#### Supplied records ####
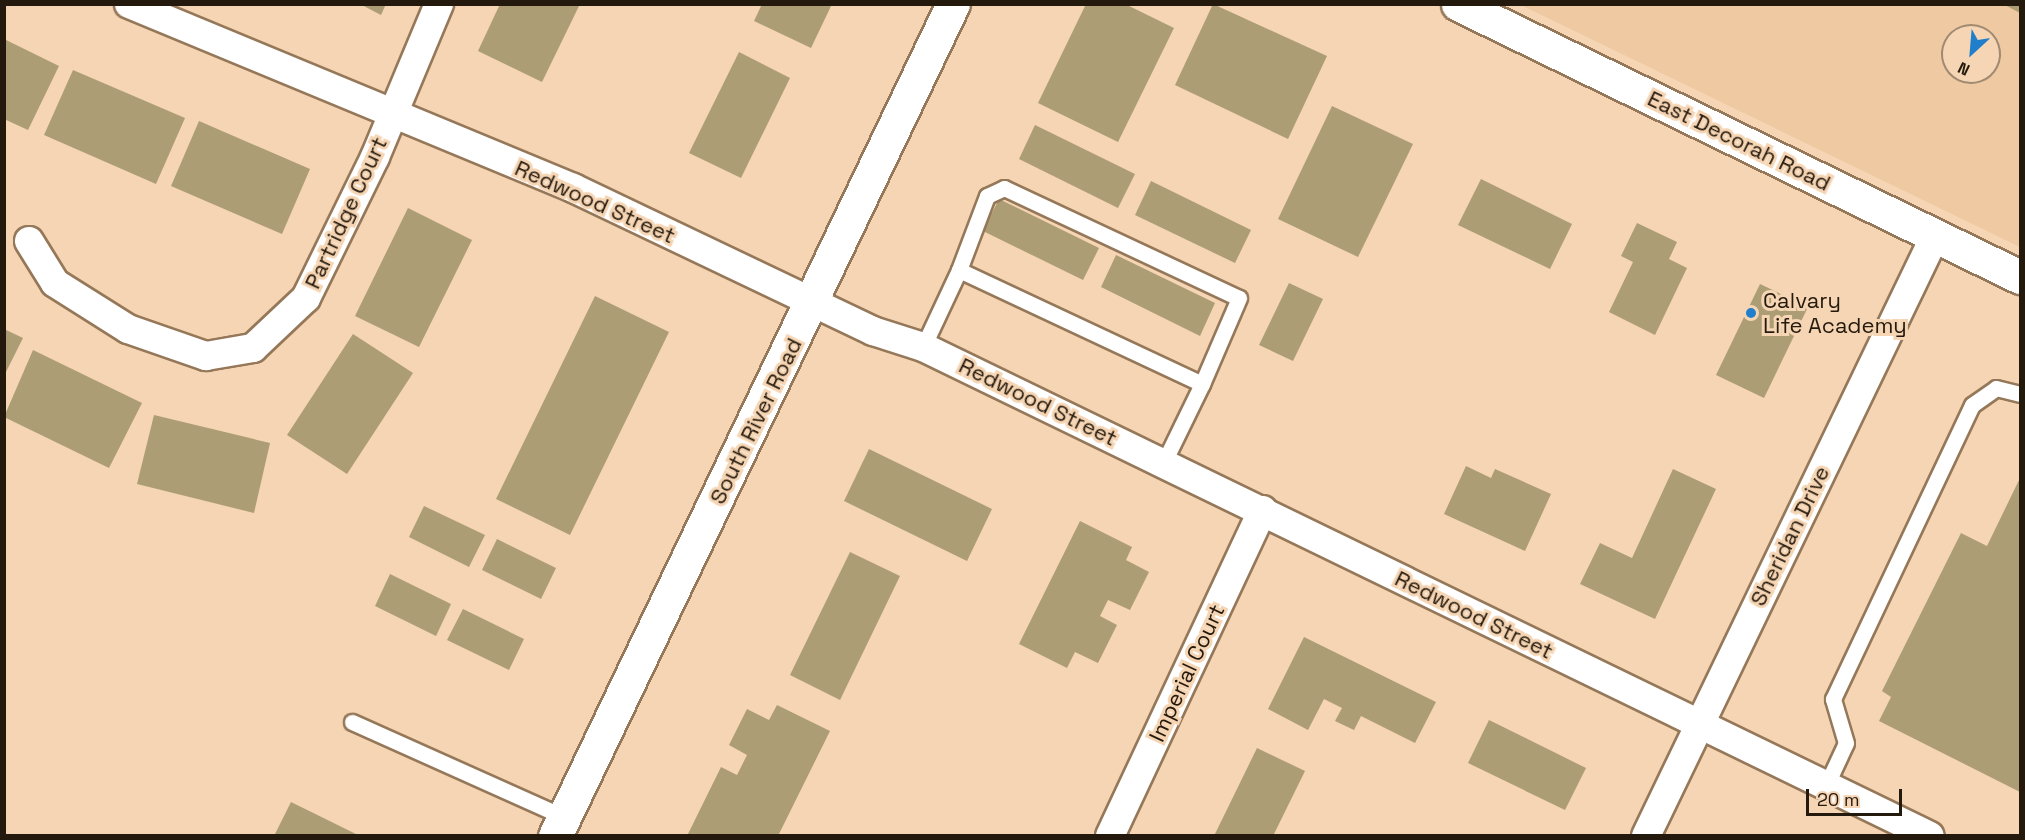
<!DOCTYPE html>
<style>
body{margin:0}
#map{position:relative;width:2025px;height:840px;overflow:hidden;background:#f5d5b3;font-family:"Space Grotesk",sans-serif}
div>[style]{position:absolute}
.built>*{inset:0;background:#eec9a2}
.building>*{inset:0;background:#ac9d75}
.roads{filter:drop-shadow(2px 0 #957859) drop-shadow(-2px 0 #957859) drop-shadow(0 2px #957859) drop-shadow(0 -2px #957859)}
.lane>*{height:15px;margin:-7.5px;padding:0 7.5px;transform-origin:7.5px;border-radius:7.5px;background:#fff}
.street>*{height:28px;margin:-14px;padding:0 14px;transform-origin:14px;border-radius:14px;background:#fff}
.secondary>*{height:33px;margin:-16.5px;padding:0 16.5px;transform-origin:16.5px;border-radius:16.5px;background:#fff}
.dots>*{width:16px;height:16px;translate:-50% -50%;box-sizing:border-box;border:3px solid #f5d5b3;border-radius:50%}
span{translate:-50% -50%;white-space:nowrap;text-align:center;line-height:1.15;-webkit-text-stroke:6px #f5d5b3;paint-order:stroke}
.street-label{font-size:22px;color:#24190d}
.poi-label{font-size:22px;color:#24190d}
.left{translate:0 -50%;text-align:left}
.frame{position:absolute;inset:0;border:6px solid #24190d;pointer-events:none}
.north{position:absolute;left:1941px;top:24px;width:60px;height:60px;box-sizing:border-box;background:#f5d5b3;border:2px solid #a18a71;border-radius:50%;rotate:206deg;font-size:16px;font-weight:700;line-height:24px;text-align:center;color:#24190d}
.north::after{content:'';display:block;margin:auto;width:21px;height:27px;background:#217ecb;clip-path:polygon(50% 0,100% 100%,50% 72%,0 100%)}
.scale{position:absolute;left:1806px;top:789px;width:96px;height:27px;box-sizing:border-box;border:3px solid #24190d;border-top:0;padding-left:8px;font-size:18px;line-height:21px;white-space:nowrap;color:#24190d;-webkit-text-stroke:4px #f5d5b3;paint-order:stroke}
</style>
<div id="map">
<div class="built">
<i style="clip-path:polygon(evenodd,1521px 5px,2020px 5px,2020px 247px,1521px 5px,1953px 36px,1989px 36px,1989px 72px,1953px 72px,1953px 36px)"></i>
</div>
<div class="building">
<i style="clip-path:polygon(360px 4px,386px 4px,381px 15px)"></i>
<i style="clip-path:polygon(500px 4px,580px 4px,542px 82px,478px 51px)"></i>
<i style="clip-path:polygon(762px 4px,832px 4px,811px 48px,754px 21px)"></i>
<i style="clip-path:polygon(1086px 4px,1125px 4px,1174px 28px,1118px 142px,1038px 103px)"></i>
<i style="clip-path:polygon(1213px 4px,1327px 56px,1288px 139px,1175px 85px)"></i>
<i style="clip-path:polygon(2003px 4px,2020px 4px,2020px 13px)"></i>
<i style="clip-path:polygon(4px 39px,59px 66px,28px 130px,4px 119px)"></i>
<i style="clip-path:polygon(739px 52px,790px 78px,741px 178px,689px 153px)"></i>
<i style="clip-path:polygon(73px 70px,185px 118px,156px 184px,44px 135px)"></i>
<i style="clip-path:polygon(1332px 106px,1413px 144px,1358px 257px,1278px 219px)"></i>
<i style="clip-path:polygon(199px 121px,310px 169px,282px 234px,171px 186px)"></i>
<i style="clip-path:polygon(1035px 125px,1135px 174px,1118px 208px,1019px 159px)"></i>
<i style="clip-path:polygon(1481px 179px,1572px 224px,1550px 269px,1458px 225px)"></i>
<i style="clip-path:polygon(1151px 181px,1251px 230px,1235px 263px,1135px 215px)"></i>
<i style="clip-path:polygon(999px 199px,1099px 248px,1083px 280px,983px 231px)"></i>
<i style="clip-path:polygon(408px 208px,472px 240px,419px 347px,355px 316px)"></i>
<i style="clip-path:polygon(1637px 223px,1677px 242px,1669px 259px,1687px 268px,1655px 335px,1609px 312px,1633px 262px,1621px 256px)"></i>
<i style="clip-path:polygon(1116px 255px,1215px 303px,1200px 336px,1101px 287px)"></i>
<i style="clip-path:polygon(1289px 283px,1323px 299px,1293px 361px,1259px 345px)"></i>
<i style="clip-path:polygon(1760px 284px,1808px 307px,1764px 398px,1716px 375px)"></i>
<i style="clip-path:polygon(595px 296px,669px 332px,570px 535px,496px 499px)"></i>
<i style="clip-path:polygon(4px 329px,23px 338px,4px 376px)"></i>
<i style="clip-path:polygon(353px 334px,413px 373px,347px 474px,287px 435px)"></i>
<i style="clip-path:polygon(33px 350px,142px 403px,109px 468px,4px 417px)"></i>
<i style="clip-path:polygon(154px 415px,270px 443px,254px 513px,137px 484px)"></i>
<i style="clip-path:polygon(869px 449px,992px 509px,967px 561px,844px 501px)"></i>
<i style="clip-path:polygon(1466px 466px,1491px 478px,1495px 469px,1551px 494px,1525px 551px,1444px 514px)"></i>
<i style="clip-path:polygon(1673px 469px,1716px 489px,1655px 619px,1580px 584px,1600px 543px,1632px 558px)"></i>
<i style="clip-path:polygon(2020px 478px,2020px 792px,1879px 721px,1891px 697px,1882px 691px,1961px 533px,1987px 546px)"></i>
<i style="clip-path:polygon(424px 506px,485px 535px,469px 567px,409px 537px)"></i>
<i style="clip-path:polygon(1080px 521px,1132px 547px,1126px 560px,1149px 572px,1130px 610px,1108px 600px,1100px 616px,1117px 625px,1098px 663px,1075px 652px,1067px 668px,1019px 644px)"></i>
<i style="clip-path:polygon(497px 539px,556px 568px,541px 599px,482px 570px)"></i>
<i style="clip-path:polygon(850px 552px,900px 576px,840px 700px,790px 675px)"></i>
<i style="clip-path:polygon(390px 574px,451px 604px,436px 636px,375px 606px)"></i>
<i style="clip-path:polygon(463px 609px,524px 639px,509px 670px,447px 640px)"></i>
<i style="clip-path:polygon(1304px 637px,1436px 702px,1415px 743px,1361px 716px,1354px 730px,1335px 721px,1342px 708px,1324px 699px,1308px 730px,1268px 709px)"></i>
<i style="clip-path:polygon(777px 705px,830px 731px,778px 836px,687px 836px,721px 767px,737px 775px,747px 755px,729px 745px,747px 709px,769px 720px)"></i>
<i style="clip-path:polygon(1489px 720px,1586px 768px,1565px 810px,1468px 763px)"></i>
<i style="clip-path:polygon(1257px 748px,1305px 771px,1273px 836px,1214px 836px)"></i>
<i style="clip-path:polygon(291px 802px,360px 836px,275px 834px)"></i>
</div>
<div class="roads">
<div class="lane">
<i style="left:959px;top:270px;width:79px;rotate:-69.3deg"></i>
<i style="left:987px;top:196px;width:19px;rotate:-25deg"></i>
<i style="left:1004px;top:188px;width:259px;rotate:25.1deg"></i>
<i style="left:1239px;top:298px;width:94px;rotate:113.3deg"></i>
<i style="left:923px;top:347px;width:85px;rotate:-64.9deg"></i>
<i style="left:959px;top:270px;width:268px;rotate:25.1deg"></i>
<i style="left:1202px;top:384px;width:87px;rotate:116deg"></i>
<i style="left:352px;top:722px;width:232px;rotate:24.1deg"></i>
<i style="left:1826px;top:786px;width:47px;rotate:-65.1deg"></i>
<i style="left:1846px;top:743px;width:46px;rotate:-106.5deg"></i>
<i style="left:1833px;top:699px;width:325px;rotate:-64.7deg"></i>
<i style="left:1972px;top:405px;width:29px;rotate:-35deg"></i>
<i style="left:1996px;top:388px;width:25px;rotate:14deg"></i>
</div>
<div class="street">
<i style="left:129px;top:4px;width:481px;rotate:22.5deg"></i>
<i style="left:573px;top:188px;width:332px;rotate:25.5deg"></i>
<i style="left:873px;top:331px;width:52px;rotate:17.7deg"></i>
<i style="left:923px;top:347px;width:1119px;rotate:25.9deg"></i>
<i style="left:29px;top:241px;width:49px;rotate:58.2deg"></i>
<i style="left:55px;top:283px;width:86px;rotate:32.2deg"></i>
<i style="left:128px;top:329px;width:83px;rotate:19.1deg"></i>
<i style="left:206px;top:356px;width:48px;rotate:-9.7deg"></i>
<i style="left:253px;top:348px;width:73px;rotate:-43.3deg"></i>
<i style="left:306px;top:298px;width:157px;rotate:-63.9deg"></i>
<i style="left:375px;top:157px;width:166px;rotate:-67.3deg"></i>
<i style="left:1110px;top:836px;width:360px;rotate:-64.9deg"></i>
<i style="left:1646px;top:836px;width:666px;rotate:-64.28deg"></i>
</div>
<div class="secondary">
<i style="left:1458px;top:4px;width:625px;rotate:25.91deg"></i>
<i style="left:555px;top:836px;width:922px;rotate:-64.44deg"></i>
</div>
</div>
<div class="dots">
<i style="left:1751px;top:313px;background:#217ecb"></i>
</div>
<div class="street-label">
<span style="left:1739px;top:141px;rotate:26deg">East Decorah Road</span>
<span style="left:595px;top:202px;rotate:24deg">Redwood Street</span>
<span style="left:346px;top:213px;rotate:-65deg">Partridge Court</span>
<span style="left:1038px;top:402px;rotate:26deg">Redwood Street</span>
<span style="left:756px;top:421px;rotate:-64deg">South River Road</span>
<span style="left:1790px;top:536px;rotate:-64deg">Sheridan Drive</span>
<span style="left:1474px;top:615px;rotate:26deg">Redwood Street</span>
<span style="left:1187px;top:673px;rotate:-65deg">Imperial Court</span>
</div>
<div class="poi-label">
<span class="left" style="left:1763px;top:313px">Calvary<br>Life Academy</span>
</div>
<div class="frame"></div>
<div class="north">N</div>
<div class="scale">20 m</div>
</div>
####
Activity: Every line in the records above that contains the word "lane" is to be copied out.

Exercise answer:
.lane>*{height:15px;margin:-7.5px;padding:0 7.5px;transform-origin:7.5px;border-radius:7.5px;background:#fff}
<div class="lane">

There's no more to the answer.